[Saved data entries]
......
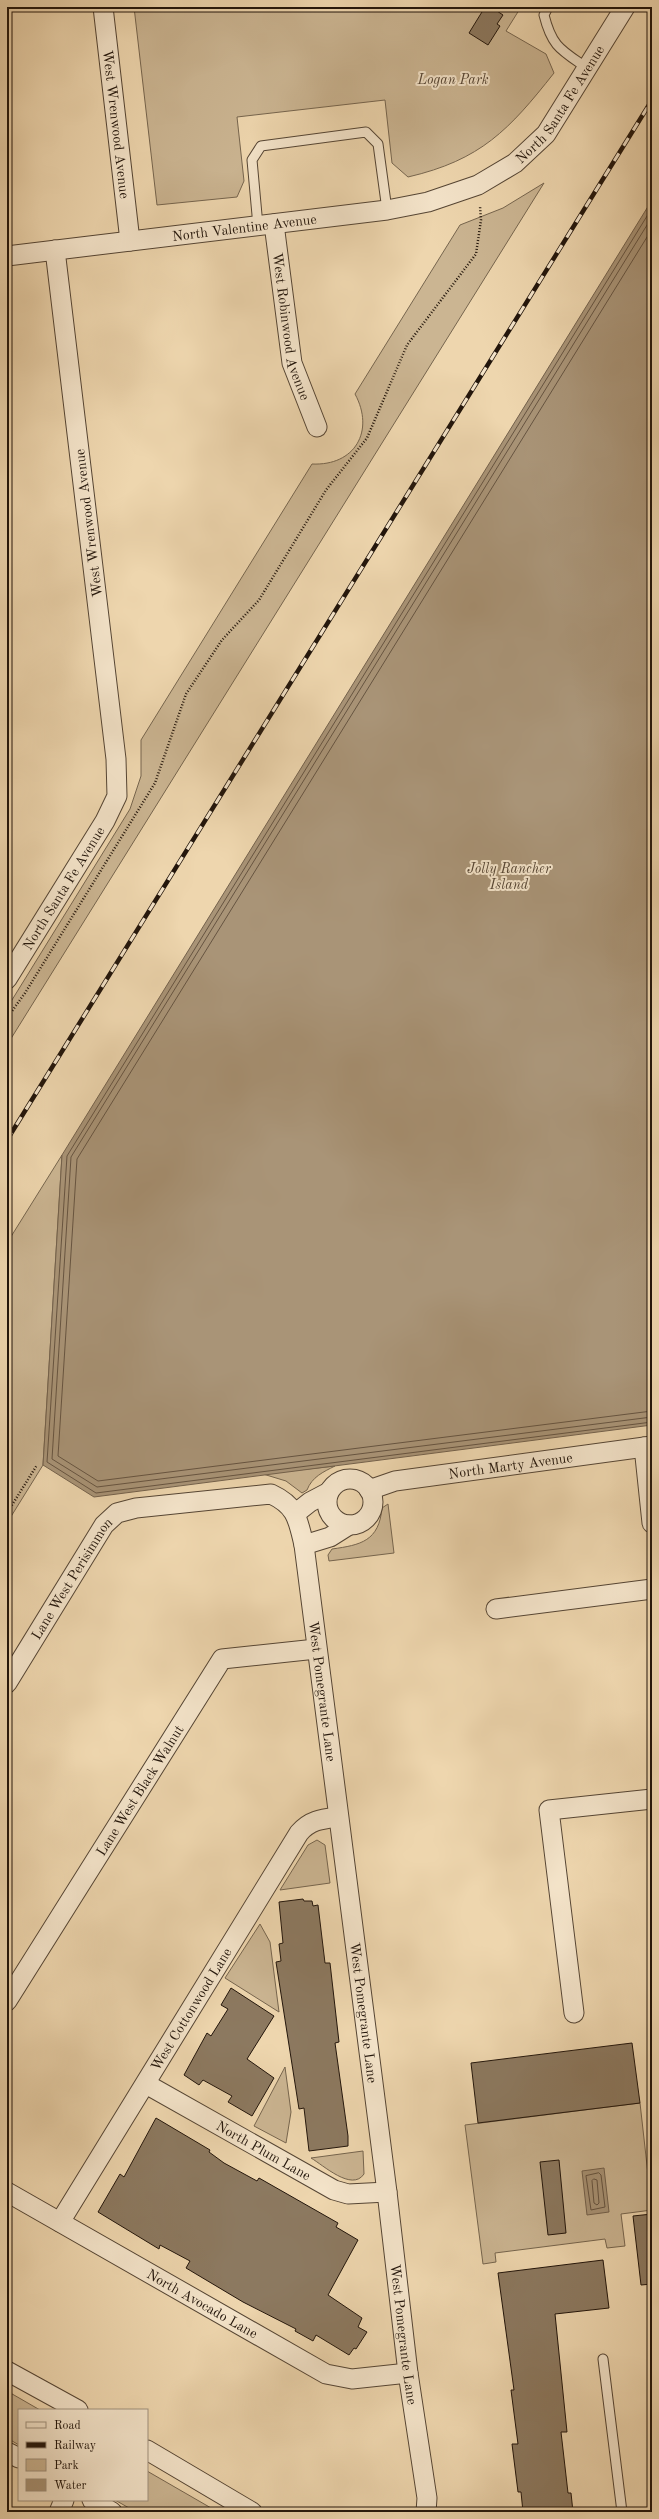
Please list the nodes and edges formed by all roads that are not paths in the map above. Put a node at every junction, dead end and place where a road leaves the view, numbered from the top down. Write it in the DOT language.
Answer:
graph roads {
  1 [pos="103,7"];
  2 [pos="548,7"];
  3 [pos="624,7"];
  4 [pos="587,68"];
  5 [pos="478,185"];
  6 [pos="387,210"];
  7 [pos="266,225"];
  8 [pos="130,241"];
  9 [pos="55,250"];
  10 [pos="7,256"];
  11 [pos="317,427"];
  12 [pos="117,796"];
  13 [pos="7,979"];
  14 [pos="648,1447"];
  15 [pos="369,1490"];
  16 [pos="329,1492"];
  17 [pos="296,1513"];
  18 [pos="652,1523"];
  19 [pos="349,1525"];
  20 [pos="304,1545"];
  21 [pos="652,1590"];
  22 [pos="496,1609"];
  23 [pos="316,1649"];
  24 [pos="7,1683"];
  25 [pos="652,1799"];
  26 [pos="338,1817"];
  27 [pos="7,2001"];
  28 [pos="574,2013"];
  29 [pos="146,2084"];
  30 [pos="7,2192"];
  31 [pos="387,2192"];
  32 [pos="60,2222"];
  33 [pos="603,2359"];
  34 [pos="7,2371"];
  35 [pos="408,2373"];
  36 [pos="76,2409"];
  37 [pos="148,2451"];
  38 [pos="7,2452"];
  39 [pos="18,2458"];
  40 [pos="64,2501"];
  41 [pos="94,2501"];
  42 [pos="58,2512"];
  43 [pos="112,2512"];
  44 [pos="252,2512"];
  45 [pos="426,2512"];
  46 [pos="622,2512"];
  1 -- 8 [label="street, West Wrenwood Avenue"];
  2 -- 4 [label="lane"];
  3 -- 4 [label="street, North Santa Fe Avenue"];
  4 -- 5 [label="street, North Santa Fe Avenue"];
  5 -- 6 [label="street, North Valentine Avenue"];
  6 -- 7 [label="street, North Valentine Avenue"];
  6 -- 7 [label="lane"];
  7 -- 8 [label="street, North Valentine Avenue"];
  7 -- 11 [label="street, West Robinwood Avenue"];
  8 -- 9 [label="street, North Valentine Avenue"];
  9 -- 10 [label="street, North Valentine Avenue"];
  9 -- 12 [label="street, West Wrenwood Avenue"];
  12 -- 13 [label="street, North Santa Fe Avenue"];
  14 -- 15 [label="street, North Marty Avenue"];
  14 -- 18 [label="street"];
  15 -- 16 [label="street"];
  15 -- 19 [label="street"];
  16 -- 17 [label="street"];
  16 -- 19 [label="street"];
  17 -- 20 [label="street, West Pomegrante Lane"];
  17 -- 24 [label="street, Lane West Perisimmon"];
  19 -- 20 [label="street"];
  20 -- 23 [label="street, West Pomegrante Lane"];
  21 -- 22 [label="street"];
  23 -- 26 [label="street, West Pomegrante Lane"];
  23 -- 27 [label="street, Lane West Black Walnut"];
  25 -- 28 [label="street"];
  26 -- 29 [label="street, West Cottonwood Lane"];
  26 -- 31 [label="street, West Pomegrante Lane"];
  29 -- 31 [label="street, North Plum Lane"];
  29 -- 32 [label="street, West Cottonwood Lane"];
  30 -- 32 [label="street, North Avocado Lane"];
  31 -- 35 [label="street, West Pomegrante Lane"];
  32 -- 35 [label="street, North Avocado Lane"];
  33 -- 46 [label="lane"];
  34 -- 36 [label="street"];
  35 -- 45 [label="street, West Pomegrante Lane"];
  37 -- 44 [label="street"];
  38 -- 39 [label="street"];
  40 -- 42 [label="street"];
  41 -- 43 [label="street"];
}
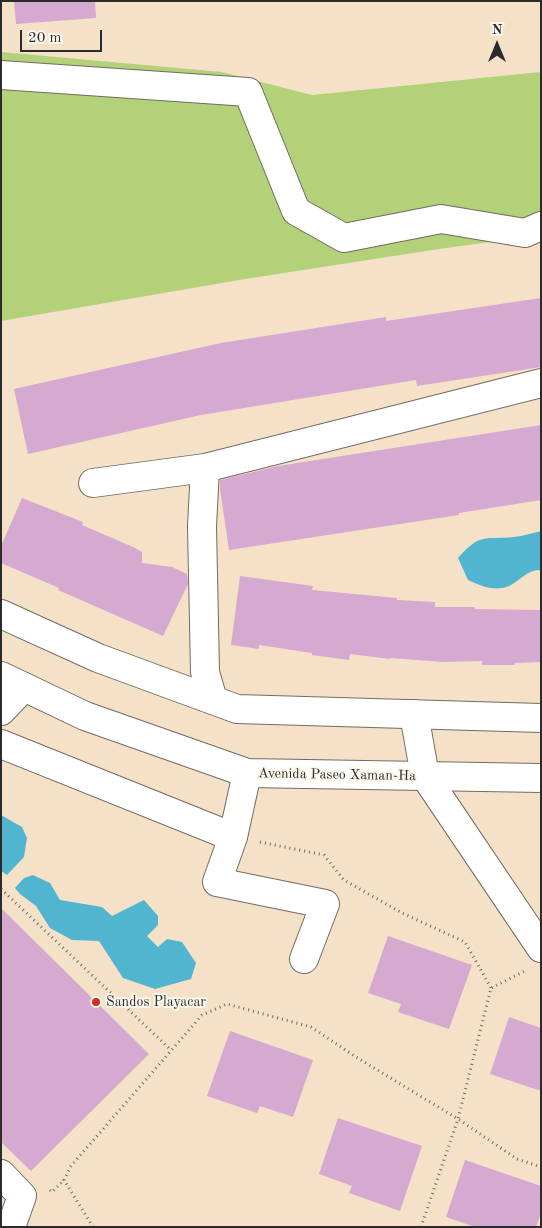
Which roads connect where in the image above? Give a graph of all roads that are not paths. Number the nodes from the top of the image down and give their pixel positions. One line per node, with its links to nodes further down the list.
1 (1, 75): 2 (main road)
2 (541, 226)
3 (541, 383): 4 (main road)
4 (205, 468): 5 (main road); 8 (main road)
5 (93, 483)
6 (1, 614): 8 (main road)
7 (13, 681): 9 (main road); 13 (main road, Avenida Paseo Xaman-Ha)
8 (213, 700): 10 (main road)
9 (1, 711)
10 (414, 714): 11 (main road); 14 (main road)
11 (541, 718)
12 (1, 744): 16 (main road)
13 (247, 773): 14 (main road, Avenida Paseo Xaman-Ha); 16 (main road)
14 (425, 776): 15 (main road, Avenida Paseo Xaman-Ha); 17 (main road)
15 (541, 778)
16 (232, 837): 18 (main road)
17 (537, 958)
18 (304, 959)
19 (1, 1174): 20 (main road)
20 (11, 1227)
......
• **Problem statement**
Apart from the pictures, every line of the data above should be given again exactly.

• **Your solution**
Please list the nodes and edges formed by all roads that are not paths in the map above. Put a node at every junction, dead end and place where a road leaves the view, numbered from the top down. Write it in the DOT language.
Answer:
graph roads {
  1 [pos="103,7"];
  2 [pos="548,7"];
  3 [pos="624,7"];
  4 [pos="587,68"];
  5 [pos="478,185"];
  6 [pos="387,210"];
  7 [pos="266,225"];
  8 [pos="130,241"];
  9 [pos="55,250"];
  10 [pos="7,256"];
  11 [pos="317,427"];
  12 [pos="117,796"];
  13 [pos="7,979"];
  14 [pos="648,1447"];
  15 [pos="369,1490"];
  16 [pos="329,1492"];
  17 [pos="296,1513"];
  18 [pos="652,1523"];
  19 [pos="349,1525"];
  20 [pos="304,1545"];
  21 [pos="652,1590"];
  22 [pos="496,1609"];
  23 [pos="316,1649"];
  24 [pos="7,1683"];
  25 [pos="652,1799"];
  26 [pos="338,1817"];
  27 [pos="7,2001"];
  28 [pos="574,2013"];
  29 [pos="146,2084"];
  30 [pos="7,2192"];
  31 [pos="387,2192"];
  32 [pos="60,2222"];
  33 [pos="603,2359"];
  34 [pos="7,2371"];
  35 [pos="408,2373"];
  36 [pos="76,2409"];
  37 [pos="148,2451"];
  38 [pos="7,2452"];
  39 [pos="18,2458"];
  40 [pos="64,2501"];
  41 [pos="94,2501"];
  42 [pos="58,2512"];
  43 [pos="112,2512"];
  44 [pos="252,2512"];
  45 [pos="426,2512"];
  46 [pos="622,2512"];
  1 -- 8 [label="street, West Wrenwood Avenue"];
  2 -- 4 [label="lane"];
  3 -- 4 [label="street, North Santa Fe Avenue"];
  4 -- 5 [label="street, North Santa Fe Avenue"];
  5 -- 6 [label="street, North Valentine Avenue"];
  6 -- 7 [label="street, North Valentine Avenue"];
  6 -- 7 [label="lane"];
  7 -- 8 [label="street, North Valentine Avenue"];
  7 -- 11 [label="street, West Robinwood Avenue"];
  8 -- 9 [label="street, North Valentine Avenue"];
  9 -- 10 [label="street, North Valentine Avenue"];
  9 -- 12 [label="street, West Wrenwood Avenue"];
  12 -- 13 [label="street, North Santa Fe Avenue"];
  14 -- 15 [label="street, North Marty Avenue"];
  14 -- 18 [label="street"];
  15 -- 16 [label="street"];
  15 -- 19 [label="street"];
  16 -- 17 [label="street"];
  16 -- 19 [label="street"];
  17 -- 20 [label="street, West Pomegrante Lane"];
  17 -- 24 [label="street, Lane West Perisimmon"];
  19 -- 20 [label="street"];
  20 -- 23 [label="street, West Pomegrante Lane"];
  21 -- 22 [label="street"];
  23 -- 26 [label="street, West Pomegrante Lane"];
  23 -- 27 [label="street, Lane West Black Walnut"];
  25 -- 28 [label="street"];
  26 -- 29 [label="street, West Cottonwood Lane"];
  26 -- 31 [label="street, West Pomegrante Lane"];
  29 -- 31 [label="street, North Plum Lane"];
  29 -- 32 [label="street, West Cottonwood Lane"];
  30 -- 32 [label="street, North Avocado Lane"];
  31 -- 35 [label="street, West Pomegrante Lane"];
  32 -- 35 [label="street, North Avocado Lane"];
  33 -- 46 [label="lane"];
  34 -- 36 [label="street"];
  35 -- 45 [label="street, West Pomegrante Lane"];
  37 -- 44 [label="street"];
  38 -- 39 [label="street"];
  40 -- 42 [label="street"];
  41 -- 43 [label="street"];
}
Which roads connect where in the image above? Give a graph of all roads that are not paths. Number the nodes from the top of the image down and give their pixel positions. One line per node, with its links to nodes further down the list.
1 (1, 75): 2 (main road)
2 (541, 226)
3 (541, 383): 4 (main road)
4 (205, 468): 5 (main road); 8 (main road)
5 (93, 483)
6 (1, 614): 8 (main road)
7 (13, 681): 9 (main road); 13 (main road, Avenida Paseo Xaman-Ha)
8 (213, 700): 10 (main road)
9 (1, 711)
10 (414, 714): 11 (main road); 14 (main road)
11 (541, 718)
12 (1, 744): 16 (main road)
13 (247, 773): 14 (main road, Avenida Paseo Xaman-Ha); 16 (main road)
14 (425, 776): 15 (main road, Avenida Paseo Xaman-Ha); 17 (main road)
15 (541, 778)
16 (232, 837): 18 (main road)
17 (537, 958)
18 (304, 959)
19 (1, 1174): 20 (main road)
20 (11, 1227)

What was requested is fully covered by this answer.